- [Exercise objective] Your job with the data below is to output exactly the lines from the one holding "thumb mcp: (1010, 852)" down to the one holding "ring mcp: (1126, 825)", both included, and no others.

- [Information supplied]
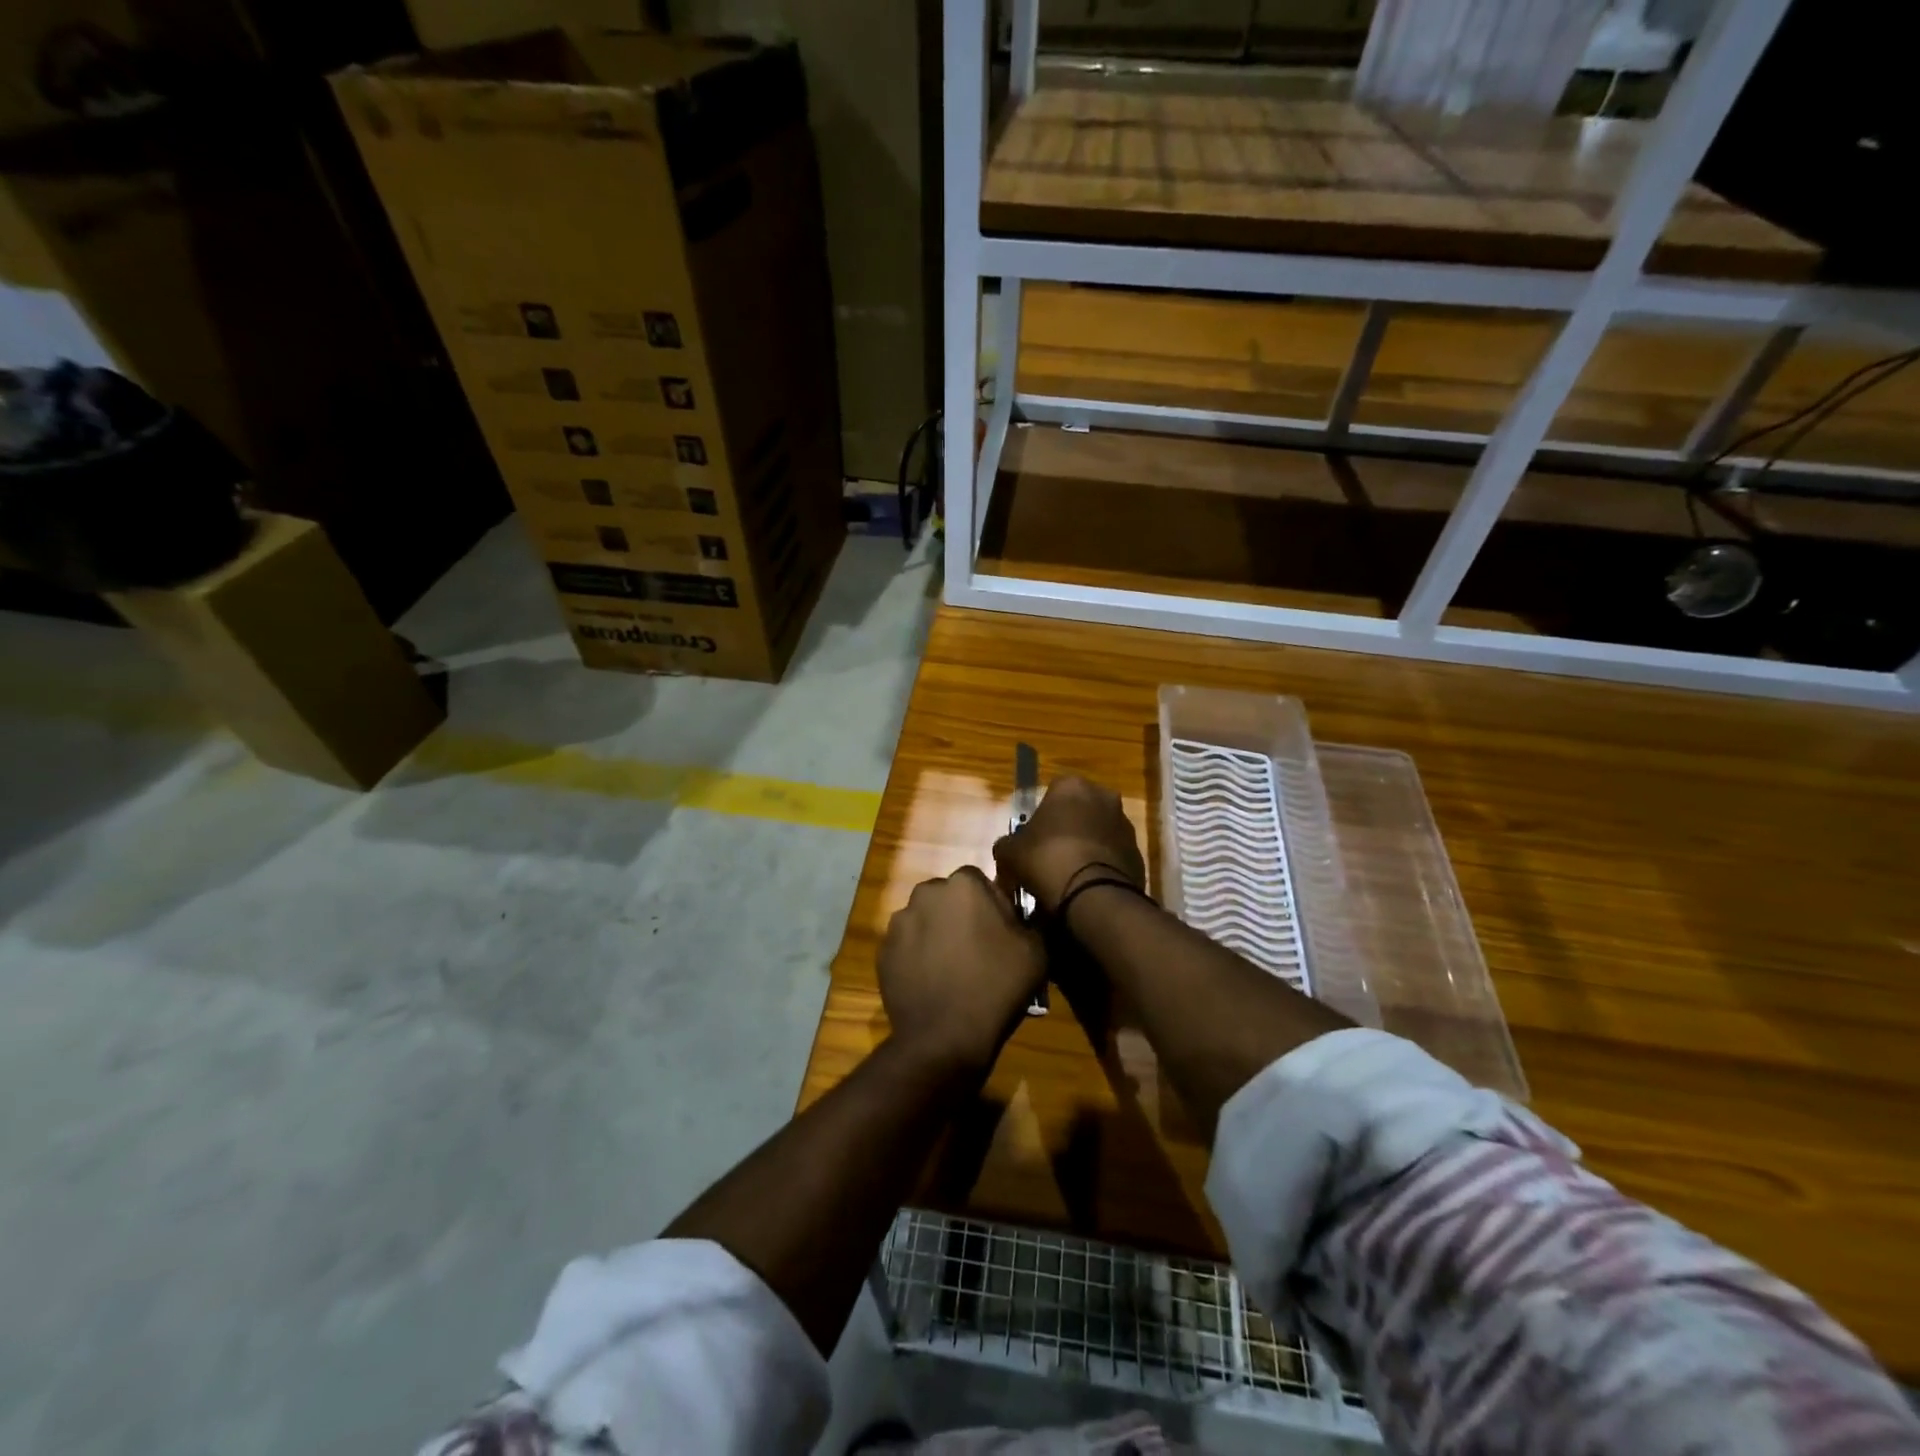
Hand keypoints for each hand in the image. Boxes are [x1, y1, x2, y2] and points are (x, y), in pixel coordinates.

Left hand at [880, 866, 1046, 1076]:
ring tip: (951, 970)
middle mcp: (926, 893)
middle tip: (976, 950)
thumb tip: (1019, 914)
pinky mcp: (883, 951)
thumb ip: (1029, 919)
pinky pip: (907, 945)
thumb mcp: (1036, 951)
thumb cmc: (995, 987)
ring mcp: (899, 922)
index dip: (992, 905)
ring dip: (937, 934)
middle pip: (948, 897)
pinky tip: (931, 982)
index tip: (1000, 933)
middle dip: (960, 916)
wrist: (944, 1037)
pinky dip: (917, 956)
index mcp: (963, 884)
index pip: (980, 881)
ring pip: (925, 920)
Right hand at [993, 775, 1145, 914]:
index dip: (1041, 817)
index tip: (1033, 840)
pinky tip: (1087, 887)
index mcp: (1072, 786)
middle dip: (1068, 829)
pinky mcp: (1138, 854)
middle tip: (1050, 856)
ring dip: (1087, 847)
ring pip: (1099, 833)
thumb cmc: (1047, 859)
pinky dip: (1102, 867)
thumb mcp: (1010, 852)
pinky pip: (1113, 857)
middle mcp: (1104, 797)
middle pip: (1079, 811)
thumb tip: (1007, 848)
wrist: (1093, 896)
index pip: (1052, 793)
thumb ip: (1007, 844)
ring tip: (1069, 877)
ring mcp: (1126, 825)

==

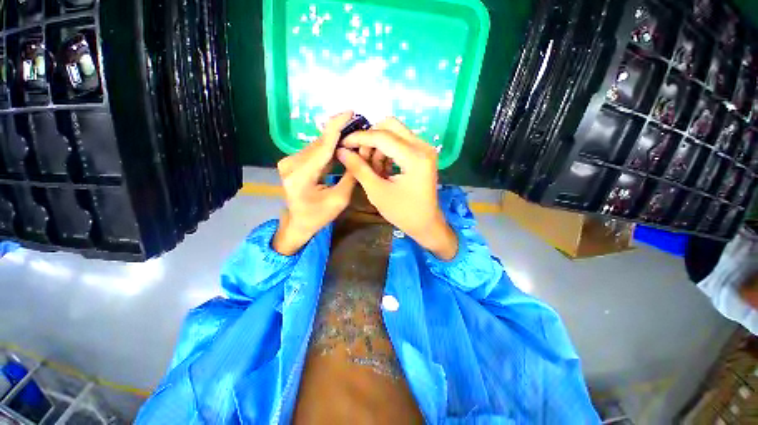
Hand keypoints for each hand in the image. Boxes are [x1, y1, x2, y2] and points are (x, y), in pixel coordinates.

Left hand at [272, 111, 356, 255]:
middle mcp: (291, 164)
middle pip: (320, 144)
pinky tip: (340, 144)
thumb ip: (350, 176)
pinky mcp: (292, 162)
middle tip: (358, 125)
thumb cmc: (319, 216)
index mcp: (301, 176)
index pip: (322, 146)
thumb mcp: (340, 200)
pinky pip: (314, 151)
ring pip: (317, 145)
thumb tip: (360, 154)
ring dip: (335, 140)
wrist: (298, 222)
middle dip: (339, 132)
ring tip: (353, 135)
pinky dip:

- [Exercise solution]
thumb mcp: (1010, 852)
pinky pip: (1113, 857)
middle mcp: (1104, 797)
middle pip: (1079, 811)
thumb tip: (1007, 848)
wrist: (1093, 896)
index pip: (1052, 793)
thumb ip: (1007, 844)
ring tip: (1069, 877)
ring mcp: (1126, 825)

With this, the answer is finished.